The quality of your moments equal the quality of your life.*

Are your moments characterized by scarcity, anxiety, or the subtle stress that arises from unconsciously hustling to have/be “enough”?

Life is an accumulation of moments.

If we have moments that sound like the above, I call that suffering.

If we rack up a lifetime of them, I call that hell.

Sometimes it can feel like as humans we were set up for failure: from having brains that evolved to scan for lack, to living in societies that reinforce that perceived lack for economic gain. But there is hope.

This morning I had a 2-hr deep-dive with a best friend who’s beginning to wade through all of this (and let’s be real — who doesn’t at some point or another??), and our chat has me more fired up about this topic than ever. I feel so strongly that this flavor of suffering is not necessary (!). Yes, it’s incredibly human — but it’s not our birthright. We are meant for so much more.

Our brains like what is familiar. And they believe what we tell it. Thus, an integral part of the journey is making the familiar unfamiliar — and making the unfamiliar familiar. What I mean is addressing head-on any feelings of lack (familiar) and intentionally replacing them with enough-ness (unfamiliar). And that’s just the tip of the iceberg.

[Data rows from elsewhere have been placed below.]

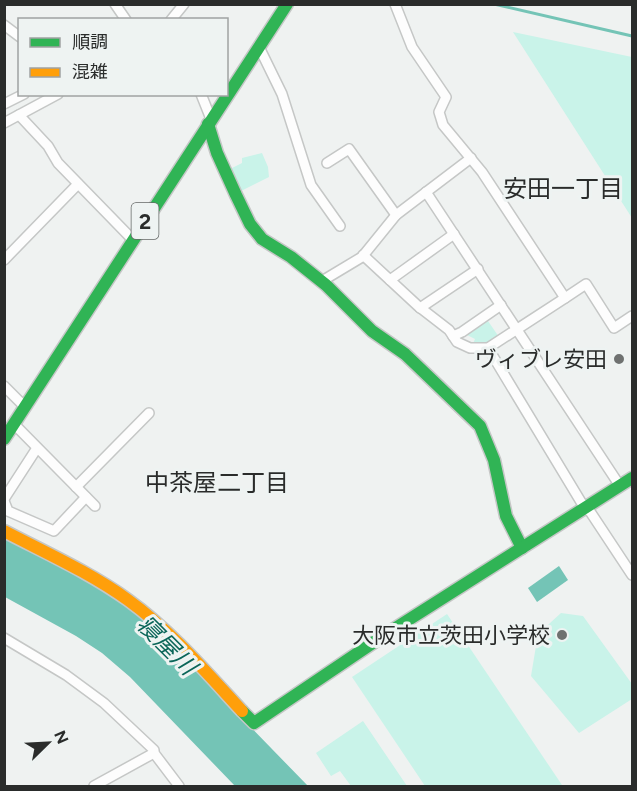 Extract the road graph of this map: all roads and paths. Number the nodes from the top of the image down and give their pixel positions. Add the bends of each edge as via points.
1 (115, 4) edge
2 (184, 4) edge
3 (287, 4) edge
4 (395, 4) edge
5 (125, 18) edge
6 (173, 18) edge
7 (4, 25) edge
8 (18, 36) edge
9 (259, 47) junction
10 (4, 93) edge
11 (228, 94) edge
12 (54, 96) edge
13 (202, 96) edge
14 (226, 96) edge
15 (8, 102) edge
16 (19, 115) junction
17 (209, 122) junction
18 (4, 123) edge
19 (471, 158) junction
20 (327, 162) dead end
21 (78, 184) junction
22 (426, 192) junction
23 (396, 215) junction
24 (340, 226) dead end
25 (454, 234) junction
26 (133, 240) junction
27 (363, 255) junction
28 (4, 260) edge
29 (478, 269) junction
30 (390, 279) junction
31 (322, 281) junction
32 (565, 298) junction
33 (501, 305) junction
34 (420, 308) junction
35 (632, 319) edge
36 (516, 329) junction
37 (453, 336) junction
38 (488, 348) junction
39 (4, 386) edge
40 (25, 407) junction
41 (149, 413) dead end
42 (14, 424) junction
43 (4, 439) edge
44 (37, 448) junction
45 (633, 478) edge
46 (621, 486) junction
47 (76, 487) junction
48 (86, 497) junction
49 (4, 500) edge
50 (96, 506) dead end
51 (586, 508) junction
52 (4, 531) edge
53 (522, 548) junction
54 (633, 575) edge
55 (4, 638) edge
56 (154, 753) junction
57 (94, 786) edge
58 (179, 786) edge

1 - 5 street
2 - 6 street
3 - 9 street, 2
4 - 19 street via 412,47 446,97 439,112 441,122
7 - 8 street
9 - 11 street, 2
9 - 24 street via 282,94 311,184
10 - 15 street
12 - 16 street
13 - 17 street
14 - 17 street, 2
16 - 18 street
16 - 21 street
17 - 26 street, 2
17 - 31 street via 217,153 258,235
19 - 22 street
19 - 32 street
20 - 23 street via 349,149
21 - 26 street
21 - 28 street
22 - 23 street
22 - 25 street
23 - 27 street
25 - 29 street
25 - 30 street
26 - 40 street, 2
27 - 30 street
27 - 31 street
29 - 33 street
29 - 34 street
30 - 34 street
31 - 53 street via 372,331 405,354 480,426 494,460 506,516
32 - 35 street via 586,284 614,328
32 - 36 street
33 - 36 street
33 - 37 street
34 - 37 street
36 - 38 street
36 - 46 street
37 - 38 street via 470,348
38 - 51 street
39 - 40 street
40 - 42 street, 2
41 - 47 street
42 - 43 street, 2
42 - 44 street
44 - 47 street
44 - 49 street
45 - 46 street
46 - 51 street
47 - 48 street
48 - 49 street via 54,531 8,511
48 - 50 street
51 - 53 street
51 - 54 street
52 - 53 street via 129,601 158,625 254,723
55 - 56 street via 104,703
56 - 57 street
56 - 58 street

Anything that “comes up for us” is an opportunity to learn about ourselves and develop the mindsets + practices that will become our tools for living skillfully. As we begin to draw on those tools, we find that life suddenly begins to open up…it feels more spacious, more experimental, more fun (!). Moments in which we normally may have reacted with fear, panic, and stress, we now find ourselves reacting with humor, resilience, and confidence.

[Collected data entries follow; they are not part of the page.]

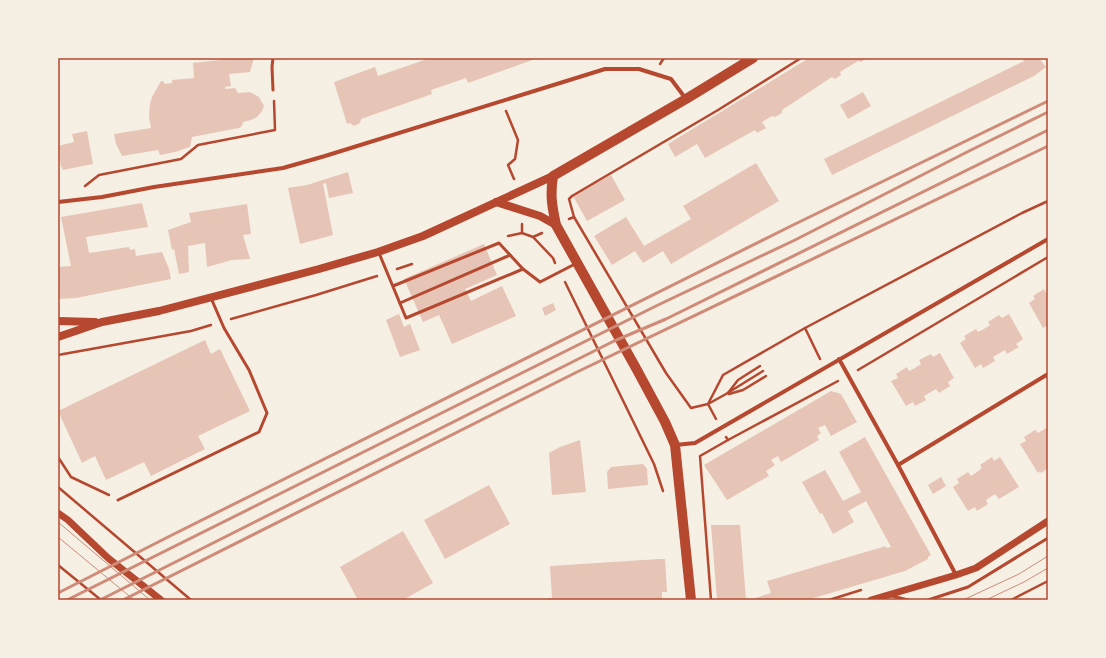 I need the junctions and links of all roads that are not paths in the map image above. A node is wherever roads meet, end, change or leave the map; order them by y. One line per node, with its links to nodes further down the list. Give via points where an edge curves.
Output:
1 (274, 58): 3 (lane)
2 (753, 58): 4 (main road)
3 (273, 90)
4 (686, 99): 5 (main road); 6 (street, via 671,79 639,68 605,69 283,168)
5 (553, 176): 7 (main road); 8 (main road, via 551,203)
6 (58, 202)
7 (496, 202): 8 (main road, via 540,216); 10 (main road, via 423,236)
8 (556, 225): 12 (main road)
9 (1048, 239): 20 (street)
10 (378, 252): 14 (lane); 15 (main road)
11 (510, 255): 13 (lane); 14 (lane, via 499,243); 16 (lane)
12 (578, 262): 13 (lane, via 540,282); 22 (main road)
13 (524, 269): 16 (lane, via 406,318)
14 (393, 286): 16 (lane)
15 (211, 297): 18 (main road, via 159,311); 24 (lane, via 221,322 249,370 267,413 259,432)
16 (400, 303)
17 (58, 322): 18 (main road)
18 (102, 322): 19 (main road)
19 (58, 337)
20 (840, 359): 22 (street, via 695,443); 23 (street)
21 (1048, 374): 23 (street)
22 (675, 445): 31 (main road)
23 (898, 465): 28 (street)
24 (118, 500)
25 (58, 513): 30 (street, via 108,558)
26 (1048, 521): 28 (street, via 976,568)
27 (1048, 538): 34 (lane, via 968,587)
28 (956, 575): 29 (street)
29 (888, 595): 32 (street); 33 (lane)
30 (161, 600)
31 (691, 600)
32 (871, 600)
33 (908, 600)
34 (928, 600)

Imagine the cumulative effect — over a lifetime — of making such a switch. It could mean the difference between living in a personal hell OR living with equanimity; the difference between contributing our gifts to the fullest OR leaving our potential on the table.

This is my biggest passion. Reverse-engineering a life well-lived, breaking it down to the quality of our moments. Transforming those moments (less suffering → more flow), in turn giving the world our most alive selves.

*Original quote credit to my favorite grad school professor, Jeremy Hunter: “The quality of your attention equals the quality of your life.”